Der Leser begegnet auf diesem Weg Altbekanntem, aber auch gänzlich Unbekanntem. Allemal sind es heterogene Mosaiksteine, die einerseits im Sinne von Goethes «zarter Empirie» im zugespitzten Detail das Ganze erfassen, andererseits den heute oft ausgeblendeten lebensweltlichen, also biographisch-sozialhistorischen Horizont von Musik aufreißen.

etzteres trifft auf die beiden umfangreichsten Texte des Bandes zu, Porträts von Max Reger und Sergei Rachmaninow – Namen, die im allgemeinen Bewusstsein eher negativ konnotiert sind. Das Leben des schweren Alkoholikers Reger besitzt katastrophischselbstzerstörerische, das des zwischen seiner Doppelbegabung als Komponist wie Interpret hin- und hergerissenen Rachmaninow tragische Züge.
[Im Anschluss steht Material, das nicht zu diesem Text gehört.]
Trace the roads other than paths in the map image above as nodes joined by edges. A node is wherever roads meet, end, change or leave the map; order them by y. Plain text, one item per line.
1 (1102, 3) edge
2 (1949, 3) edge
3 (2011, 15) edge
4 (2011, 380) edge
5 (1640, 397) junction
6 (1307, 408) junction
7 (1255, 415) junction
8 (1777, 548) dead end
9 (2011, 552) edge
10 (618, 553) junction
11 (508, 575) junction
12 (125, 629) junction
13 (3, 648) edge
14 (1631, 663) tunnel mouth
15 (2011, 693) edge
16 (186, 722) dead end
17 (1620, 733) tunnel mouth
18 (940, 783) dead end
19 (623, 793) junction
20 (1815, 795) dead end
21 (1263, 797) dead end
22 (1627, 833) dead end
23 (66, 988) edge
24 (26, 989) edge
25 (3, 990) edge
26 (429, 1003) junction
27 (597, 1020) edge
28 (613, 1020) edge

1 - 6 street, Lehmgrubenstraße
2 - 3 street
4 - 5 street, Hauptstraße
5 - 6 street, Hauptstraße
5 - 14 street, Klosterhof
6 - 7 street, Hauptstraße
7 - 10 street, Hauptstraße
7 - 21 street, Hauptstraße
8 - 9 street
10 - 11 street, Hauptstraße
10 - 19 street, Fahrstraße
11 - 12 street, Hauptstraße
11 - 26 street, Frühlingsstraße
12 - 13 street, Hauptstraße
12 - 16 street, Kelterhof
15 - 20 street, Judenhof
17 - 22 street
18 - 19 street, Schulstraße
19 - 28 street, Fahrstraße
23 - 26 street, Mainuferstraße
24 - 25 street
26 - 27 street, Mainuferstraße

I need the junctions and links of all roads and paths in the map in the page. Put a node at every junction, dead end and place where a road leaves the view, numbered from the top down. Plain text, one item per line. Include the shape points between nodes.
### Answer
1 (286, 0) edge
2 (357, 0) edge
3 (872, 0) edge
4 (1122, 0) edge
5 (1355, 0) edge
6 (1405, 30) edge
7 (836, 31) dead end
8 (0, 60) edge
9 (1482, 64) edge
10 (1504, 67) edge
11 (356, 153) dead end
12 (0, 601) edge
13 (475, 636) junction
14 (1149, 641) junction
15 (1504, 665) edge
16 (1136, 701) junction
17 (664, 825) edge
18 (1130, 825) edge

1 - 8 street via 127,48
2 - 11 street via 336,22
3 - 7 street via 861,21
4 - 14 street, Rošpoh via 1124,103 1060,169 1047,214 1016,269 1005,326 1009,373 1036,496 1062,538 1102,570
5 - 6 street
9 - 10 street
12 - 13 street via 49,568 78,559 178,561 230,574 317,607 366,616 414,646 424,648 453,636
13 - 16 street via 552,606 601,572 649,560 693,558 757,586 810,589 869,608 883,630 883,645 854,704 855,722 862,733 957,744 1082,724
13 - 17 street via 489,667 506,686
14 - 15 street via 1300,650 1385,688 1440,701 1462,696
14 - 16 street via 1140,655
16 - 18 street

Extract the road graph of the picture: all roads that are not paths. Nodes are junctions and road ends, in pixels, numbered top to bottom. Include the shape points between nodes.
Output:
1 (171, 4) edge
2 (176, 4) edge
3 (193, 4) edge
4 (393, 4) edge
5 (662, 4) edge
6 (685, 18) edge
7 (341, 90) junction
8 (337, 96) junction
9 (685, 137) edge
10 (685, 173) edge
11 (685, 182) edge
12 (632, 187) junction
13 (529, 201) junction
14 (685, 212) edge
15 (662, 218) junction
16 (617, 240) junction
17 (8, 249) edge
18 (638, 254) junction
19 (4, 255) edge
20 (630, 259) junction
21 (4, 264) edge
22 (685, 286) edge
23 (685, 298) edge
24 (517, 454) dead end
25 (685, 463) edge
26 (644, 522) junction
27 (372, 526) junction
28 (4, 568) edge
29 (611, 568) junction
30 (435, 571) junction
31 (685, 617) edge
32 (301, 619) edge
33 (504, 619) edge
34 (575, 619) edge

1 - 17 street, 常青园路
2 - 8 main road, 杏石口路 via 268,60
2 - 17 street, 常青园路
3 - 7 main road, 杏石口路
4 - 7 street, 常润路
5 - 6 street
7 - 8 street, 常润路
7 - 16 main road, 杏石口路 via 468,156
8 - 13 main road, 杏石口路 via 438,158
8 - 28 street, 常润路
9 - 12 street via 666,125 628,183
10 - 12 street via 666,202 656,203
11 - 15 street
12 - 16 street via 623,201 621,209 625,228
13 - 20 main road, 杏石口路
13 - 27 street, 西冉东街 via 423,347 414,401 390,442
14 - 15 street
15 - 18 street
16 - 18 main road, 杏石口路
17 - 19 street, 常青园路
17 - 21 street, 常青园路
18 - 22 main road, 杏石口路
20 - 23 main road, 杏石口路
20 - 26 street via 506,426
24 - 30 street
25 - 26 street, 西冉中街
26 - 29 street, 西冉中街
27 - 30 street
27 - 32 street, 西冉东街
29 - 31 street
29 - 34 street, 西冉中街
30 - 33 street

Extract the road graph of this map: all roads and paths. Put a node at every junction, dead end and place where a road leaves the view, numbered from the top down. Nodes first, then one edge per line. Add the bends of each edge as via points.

Während Lütteken für die Widersprüche in Rachmaninows musikalischer Identität Interesse zu wecken weiß, blendet er bei Regers «gewaltsam domestizierter Zerrissenheit» aus, wie in seiner musikalischen Bierkutscherfahrt durch alle Tonarten die Kunst in die Brüche geht.

Lüttekens Engagement gilt, nicht erst in diesem Buch, dem Unzeitgemäßen im Zeitgemäßen, dem – wie er schreibt – «Überdenken landläufiger Begriffe von Modernität und Zeitgenossenschaft». Hier trifft er in der Tat das schwarze Loch, in dem die Avantgarde wie eine mit ihr verschworene Wissenschaft alles verschwinden ließ, was dem kompositorischen Fortschrittsfetischismus widersprach. Das gilt für Jürg Baur wie Walter Braunfels, aber auch schon für den heiter-unbequemen Emmanuel Chabrier, erst recht für eine vergessene Figur wie Maximilian Friedrich von Droste-Hülshoff am Ausgang des 18. Jahrhunderts. Lütteken widmet ihnen geschliffene Texte, die neugierig machen, mehr über sie zu erfahren und mehr von ihnen zu hören. Das gilt letzten Endes auch für den gleich viermal vertretenen Richard Strauss und seinen «willentlich eigenen… durchaus radikalen (und radikal anderen) Weg der Moderne.» Auch hier, etwa am Beispiel von «Arabella» und «Capriccio», legt Lütteken den Finger auf die Brechungen und Brüche, das gleichsam Uneigentliche mit seinen Widersprüchen also, das sich – überblickt man das Buch im Ganzen – als zentrale Kategorie des Modernen erweist.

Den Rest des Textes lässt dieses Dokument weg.